[Records for processing]

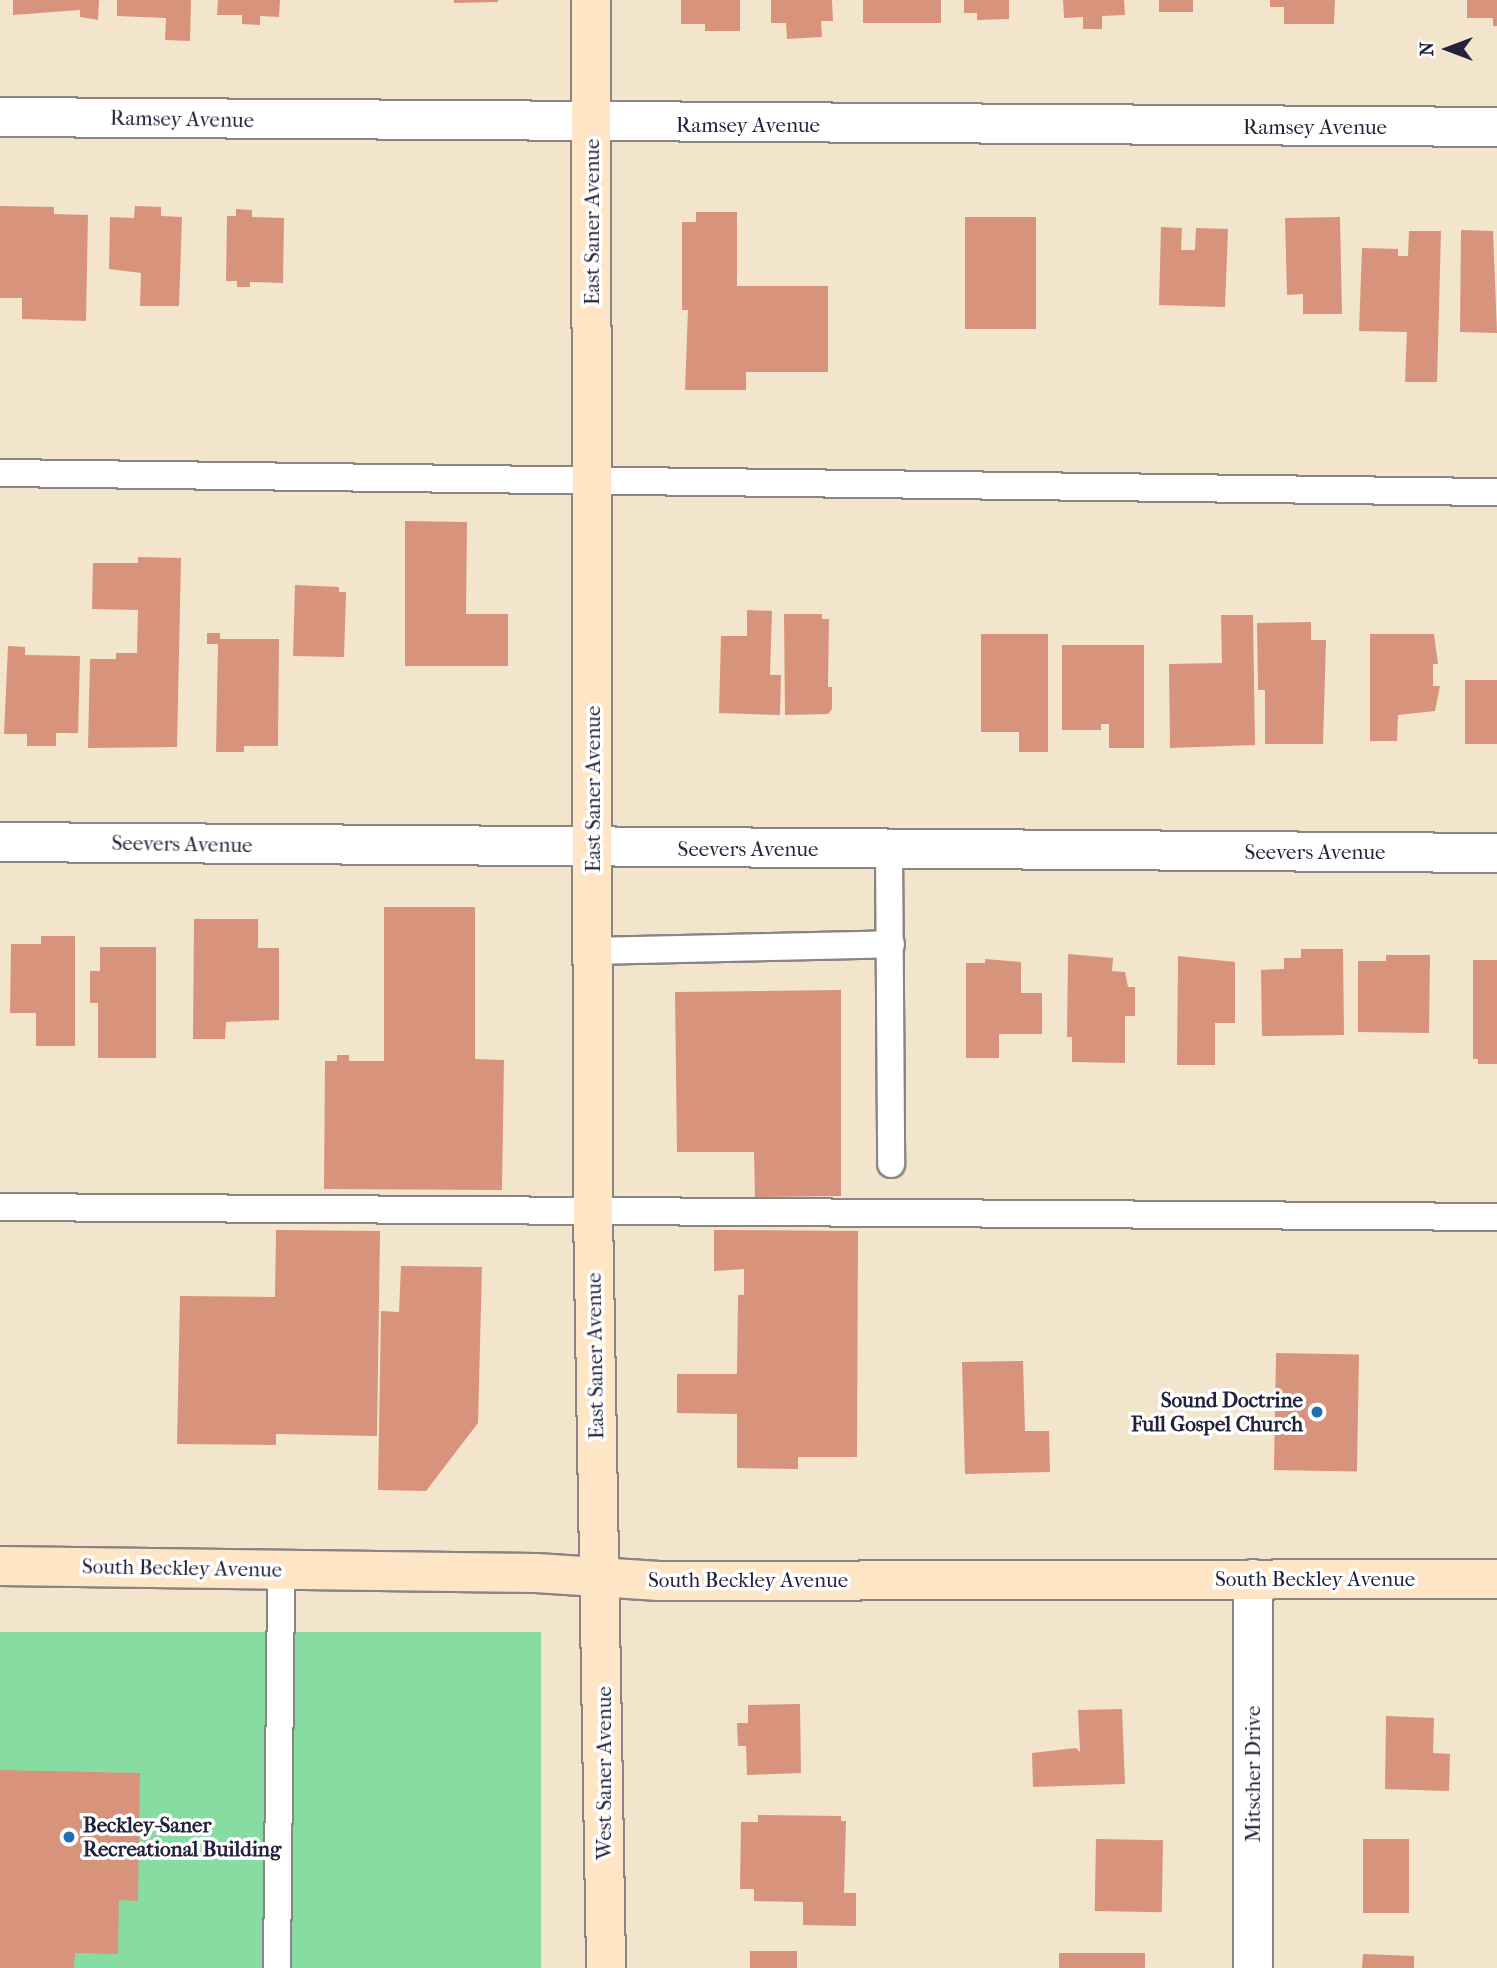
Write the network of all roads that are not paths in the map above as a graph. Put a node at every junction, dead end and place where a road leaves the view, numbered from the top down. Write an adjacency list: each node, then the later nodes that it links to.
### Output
1 (591, 0): 3 (street, East Saner Avenue)
2 (0, 117): 3 (street, Ramsey Avenue)
3 (591, 124): 4 (street, Ramsey Avenue); 6 (street, East Saner Avenue)
4 (1497, 127)
5 (0, 473): 6 (lane)
6 (593, 480): 7 (lane); 9 (street, East Saner Avenue)
7 (1497, 492)
8 (0, 842): 9 (street, Seevers Avenue)
9 (593, 848): 10 (street, Seevers Avenue); 13 (street, East Saner Avenue)
10 (889, 850): 11 (street, Seevers Avenue); 12 (lane)
11 (1497, 853)
12 (891, 944): 13 (lane); 14 (lane)
13 (593, 951): 16 (street, East Saner Avenue)
14 (891, 1164)
15 (0, 1207): 16 (lane)
16 (593, 1212): 17 (lane); 20 (street, East Saner Avenue)
17 (1497, 1217)
18 (0, 1566): 19 (street, South Beckley Avenue)
19 (281, 1569): 20 (street, South Beckley Avenue); 23 (lane)
20 (601, 1578): 21 (street, South Beckley Avenue); 24 (street, West Saner Avenue)
21 (1253, 1579): 22 (street, South Beckley Avenue); 25 (street, Mitscher Drive)
22 (1497, 1579)
23 (277, 1968)
24 (606, 1968)
25 (1253, 1968)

[/Records for processing]

§ **About this exercise**: All of the entries above need to be transcribed exactly, except for the pictures.

§ **Task answer**:
Write the network of all roads that are not paths in the map above as a graph. Put a node at every junction, dead end and place where a road leaves the view, numbered from the top down. Write an adjacency list: each node, then the later nodes that it links to.
### Output
1 (591, 0): 3 (street, East Saner Avenue)
2 (0, 117): 3 (street, Ramsey Avenue)
3 (591, 124): 4 (street, Ramsey Avenue); 6 (street, East Saner Avenue)
4 (1497, 127)
5 (0, 473): 6 (lane)
6 (593, 480): 7 (lane); 9 (street, East Saner Avenue)
7 (1497, 492)
8 (0, 842): 9 (street, Seevers Avenue)
9 (593, 848): 10 (street, Seevers Avenue); 13 (street, East Saner Avenue)
10 (889, 850): 11 (street, Seevers Avenue); 12 (lane)
11 (1497, 853)
12 (891, 944): 13 (lane); 14 (lane)
13 (593, 951): 16 (street, East Saner Avenue)
14 (891, 1164)
15 (0, 1207): 16 (lane)
16 (593, 1212): 17 (lane); 20 (street, East Saner Avenue)
17 (1497, 1217)
18 (0, 1566): 19 (street, South Beckley Avenue)
19 (281, 1569): 20 (street, South Beckley Avenue); 23 (lane)
20 (601, 1578): 21 (street, South Beckley Avenue); 24 (street, West Saner Avenue)
21 (1253, 1579): 22 (street, South Beckley Avenue); 25 (street, Mitscher Drive)
22 (1497, 1579)
23 (277, 1968)
24 (606, 1968)
25 (1253, 1968)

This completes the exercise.